I recently read the book Pleasures of Small Motions: Mastering the Mental Game of Pocket Billiards by Bob Fancher. In the very first few chapters he talks about our motivation behind playing pool – Some people play because they like to win, others because they like to hang out with their friends and have a little fun. However one particular group of people, doesn’t care about winning and losing, or about socializing. They play because they LOVE the game.
These are the people who don’t even need another person to play with and are happy shooting by themselves. They enjoy drills and practice because they appreciate the beauty in each shot and the practice is a pleasure in itself. During games, they admire a good shot played by an opponent and cheer them on instead of hoping that the other person misses.

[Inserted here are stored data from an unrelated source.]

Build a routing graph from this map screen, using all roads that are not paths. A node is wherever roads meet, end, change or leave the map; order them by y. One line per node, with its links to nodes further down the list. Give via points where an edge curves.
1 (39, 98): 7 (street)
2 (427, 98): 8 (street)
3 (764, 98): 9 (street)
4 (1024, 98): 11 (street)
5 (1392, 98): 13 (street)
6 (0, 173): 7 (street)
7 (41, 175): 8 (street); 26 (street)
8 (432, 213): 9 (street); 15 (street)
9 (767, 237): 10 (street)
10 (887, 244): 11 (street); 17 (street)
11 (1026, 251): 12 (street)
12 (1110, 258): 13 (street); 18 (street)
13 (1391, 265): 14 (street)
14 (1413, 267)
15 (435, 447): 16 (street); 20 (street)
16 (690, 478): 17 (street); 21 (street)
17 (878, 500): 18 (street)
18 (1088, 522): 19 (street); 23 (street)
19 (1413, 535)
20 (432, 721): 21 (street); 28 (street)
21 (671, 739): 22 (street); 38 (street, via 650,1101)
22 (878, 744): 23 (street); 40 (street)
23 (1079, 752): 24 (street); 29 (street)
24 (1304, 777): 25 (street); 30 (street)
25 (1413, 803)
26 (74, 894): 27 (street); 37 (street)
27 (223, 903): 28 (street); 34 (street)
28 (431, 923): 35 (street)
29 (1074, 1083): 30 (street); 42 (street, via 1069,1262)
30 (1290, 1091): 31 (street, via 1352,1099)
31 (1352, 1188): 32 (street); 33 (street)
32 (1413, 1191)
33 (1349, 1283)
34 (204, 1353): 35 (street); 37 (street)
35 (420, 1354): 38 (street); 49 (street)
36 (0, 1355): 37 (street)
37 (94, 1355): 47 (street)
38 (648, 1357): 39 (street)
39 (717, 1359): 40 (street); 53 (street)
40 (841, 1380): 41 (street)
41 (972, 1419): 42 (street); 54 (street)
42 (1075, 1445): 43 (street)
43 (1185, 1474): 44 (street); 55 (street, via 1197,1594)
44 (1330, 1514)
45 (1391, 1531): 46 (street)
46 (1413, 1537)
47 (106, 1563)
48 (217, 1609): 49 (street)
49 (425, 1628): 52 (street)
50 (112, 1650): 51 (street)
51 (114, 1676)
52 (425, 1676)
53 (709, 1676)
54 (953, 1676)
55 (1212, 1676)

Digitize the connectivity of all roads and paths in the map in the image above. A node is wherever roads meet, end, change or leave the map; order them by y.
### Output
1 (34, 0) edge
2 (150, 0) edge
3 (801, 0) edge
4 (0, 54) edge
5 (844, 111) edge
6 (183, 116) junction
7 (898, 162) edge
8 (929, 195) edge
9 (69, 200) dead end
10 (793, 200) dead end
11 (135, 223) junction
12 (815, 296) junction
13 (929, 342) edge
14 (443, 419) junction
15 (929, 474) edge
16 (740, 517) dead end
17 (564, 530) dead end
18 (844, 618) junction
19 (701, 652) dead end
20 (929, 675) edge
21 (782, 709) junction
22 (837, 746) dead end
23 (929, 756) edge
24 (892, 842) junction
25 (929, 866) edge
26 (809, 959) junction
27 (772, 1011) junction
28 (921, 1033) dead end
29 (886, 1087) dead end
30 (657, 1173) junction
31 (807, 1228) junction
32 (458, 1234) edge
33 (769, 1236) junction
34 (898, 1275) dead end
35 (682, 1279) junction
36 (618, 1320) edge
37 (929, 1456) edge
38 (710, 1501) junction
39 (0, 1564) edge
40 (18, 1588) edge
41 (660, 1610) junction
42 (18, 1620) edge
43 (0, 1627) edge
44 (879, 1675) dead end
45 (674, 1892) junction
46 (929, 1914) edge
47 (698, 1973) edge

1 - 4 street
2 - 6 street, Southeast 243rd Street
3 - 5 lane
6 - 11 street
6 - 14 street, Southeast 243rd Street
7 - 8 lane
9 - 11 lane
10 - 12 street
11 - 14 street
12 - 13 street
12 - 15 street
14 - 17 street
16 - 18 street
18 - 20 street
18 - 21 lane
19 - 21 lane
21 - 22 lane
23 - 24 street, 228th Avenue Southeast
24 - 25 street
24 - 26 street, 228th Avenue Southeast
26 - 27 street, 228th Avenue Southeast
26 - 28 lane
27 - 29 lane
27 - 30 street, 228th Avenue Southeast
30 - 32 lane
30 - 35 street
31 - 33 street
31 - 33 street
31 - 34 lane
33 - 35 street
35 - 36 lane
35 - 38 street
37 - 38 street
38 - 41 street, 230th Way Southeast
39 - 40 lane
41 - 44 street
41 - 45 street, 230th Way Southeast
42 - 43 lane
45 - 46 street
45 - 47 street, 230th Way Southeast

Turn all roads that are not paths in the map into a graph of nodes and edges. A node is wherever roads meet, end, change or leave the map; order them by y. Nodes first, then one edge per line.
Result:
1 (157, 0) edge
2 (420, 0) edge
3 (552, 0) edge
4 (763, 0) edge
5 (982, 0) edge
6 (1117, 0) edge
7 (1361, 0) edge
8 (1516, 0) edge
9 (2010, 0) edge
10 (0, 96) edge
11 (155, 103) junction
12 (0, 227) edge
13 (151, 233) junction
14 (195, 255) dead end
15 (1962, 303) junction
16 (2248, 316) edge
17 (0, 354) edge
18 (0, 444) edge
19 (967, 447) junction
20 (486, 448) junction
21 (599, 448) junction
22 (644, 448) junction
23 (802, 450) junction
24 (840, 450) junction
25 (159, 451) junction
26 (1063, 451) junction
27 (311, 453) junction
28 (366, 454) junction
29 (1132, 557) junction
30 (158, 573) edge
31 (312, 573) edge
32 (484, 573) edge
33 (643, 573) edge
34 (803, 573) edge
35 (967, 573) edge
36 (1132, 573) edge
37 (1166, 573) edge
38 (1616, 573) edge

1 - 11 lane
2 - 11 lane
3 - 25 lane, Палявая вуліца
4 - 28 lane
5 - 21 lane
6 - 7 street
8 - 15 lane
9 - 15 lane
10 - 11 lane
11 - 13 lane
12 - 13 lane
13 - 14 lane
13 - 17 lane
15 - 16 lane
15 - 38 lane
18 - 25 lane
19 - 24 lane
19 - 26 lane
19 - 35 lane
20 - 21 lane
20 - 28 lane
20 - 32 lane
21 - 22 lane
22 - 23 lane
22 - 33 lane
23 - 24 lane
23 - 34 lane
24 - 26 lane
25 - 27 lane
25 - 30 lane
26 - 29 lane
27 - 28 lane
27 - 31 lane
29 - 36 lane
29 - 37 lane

All they care about is learning and improving and enjoying the game.
The moment of victory is much too short to live for that and nothing else.
It is impossible to motivate yourself to practice drills by yourself if you don’t love billiards and all you care about is winning. Practice becomes a painful chore that you have to finish before you can reach your wins. How can you learn and enjoy the game itself if you have to wait till the end of the game to decide whether or not you are allowed to be happy?
However when the beauty of the game itself motivates you, you can enjoy even watching a good shot. You realize that a single game means nothing in the grand scheme of things, and your motivation becomes to enjoy each moment and each shot. You can enjoy shooting well, and be happy whether you win or lose.
Recently I had started caring too much about winning and was extra hard on myself whenever I lost. After a recent losing streak, I started getting sick of pool and stopped wanting to even play. Reading this book made me remember why I started playing pool in the first place. How I used to spend hours at the table by myself just shooting. How much I loved playing “that perfect shot” and watching the ball slowly roll into the pocket.
I’ve realized it doesn’t matter whether I win or lose. Anytime an opponent makes an unbelievable shot, I usually ask them to teach me the shot after the game. Each time I see or learn something new, I have to go try it myself. Suddenly each game is no longer a win/lose situation but an opportunity to learn, improve and enjoy the game of billiards again.
Since then, I’ve started enjoying pool again. I’ve also got a whole lot better.